- [Task instructions]
Look for the string "Drive" in the listing below, then copy every line that has it.

□ □ □ □

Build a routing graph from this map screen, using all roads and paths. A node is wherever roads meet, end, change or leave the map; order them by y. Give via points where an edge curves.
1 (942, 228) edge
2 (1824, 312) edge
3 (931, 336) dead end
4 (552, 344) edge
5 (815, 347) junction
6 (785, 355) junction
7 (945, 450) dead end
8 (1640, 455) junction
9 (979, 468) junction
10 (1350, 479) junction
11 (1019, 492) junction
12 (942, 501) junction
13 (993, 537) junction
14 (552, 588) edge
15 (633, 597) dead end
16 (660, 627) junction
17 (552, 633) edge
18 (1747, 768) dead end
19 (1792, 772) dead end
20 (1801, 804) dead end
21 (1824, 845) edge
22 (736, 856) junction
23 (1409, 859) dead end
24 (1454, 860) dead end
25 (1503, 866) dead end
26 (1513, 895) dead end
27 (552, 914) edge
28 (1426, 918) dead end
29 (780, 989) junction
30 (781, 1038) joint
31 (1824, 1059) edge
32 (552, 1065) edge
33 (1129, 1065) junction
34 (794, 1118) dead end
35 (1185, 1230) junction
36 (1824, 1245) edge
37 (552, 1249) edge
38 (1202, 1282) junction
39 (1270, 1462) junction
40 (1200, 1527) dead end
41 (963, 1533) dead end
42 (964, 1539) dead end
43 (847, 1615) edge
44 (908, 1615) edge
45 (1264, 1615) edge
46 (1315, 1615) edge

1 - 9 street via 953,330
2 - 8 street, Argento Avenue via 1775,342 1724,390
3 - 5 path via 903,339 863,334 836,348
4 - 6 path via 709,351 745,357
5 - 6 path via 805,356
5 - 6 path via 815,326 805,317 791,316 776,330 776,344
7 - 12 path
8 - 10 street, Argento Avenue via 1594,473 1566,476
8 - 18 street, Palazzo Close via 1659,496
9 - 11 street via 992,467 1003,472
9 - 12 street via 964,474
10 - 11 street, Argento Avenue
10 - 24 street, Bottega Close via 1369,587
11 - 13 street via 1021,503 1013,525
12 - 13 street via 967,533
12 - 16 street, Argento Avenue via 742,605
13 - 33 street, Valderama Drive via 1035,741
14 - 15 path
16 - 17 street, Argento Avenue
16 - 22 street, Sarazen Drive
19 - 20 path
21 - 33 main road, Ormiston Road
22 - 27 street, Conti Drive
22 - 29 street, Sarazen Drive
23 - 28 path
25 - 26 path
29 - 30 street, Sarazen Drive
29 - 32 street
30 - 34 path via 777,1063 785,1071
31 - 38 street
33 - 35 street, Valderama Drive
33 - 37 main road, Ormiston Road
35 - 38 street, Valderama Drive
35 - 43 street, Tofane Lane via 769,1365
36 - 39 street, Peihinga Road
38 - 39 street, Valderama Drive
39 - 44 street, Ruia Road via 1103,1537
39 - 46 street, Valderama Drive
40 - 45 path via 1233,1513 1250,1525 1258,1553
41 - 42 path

□ □ □ □

- [Solution to the exercise]
13 - 33 street, Valderama Drive via 1035,741
16 - 22 street, Sarazen Drive
22 - 27 street, Conti Drive
22 - 29 street, Sarazen Drive
29 - 30 street, Sarazen Drive
33 - 35 street, Valderama Drive
35 - 38 street, Valderama Drive
38 - 39 street, Valderama Drive
39 - 46 street, Valderama Drive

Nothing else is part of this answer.